**Work required:** Filter the data for lines with the word "graph" and copy those lines.
┌─ Dataset
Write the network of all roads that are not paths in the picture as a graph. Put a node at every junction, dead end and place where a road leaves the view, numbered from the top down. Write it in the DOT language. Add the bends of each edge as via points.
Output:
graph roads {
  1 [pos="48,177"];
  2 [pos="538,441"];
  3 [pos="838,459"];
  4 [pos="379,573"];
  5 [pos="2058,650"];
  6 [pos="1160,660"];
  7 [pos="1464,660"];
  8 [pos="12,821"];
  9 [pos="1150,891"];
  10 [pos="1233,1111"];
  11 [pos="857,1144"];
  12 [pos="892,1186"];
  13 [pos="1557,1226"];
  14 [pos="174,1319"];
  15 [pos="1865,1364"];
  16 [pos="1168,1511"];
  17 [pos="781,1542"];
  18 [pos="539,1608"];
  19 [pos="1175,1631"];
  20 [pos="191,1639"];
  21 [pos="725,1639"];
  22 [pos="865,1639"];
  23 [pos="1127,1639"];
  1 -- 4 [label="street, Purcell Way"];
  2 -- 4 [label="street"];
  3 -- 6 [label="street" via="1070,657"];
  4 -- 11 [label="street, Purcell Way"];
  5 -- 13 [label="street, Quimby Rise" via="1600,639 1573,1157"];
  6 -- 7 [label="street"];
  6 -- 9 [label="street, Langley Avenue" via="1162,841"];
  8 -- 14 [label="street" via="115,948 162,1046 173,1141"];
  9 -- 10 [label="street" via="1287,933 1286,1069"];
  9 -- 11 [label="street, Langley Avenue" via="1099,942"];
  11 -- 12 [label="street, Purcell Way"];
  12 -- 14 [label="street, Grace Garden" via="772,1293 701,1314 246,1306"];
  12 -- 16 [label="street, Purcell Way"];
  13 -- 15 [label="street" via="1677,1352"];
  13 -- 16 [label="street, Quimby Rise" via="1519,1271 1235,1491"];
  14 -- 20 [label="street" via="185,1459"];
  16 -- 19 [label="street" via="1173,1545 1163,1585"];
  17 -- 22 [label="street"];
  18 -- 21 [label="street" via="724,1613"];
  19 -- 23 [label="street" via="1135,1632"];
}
└─
**Answer area:**
Write the network of all roads that are not paths in the picture as a graph. Put a node at every junction, dead end and place where a road leaves the view, numbered from the top down. Write it in the DOT language. Add the bends of each edge as via points.
graph roads {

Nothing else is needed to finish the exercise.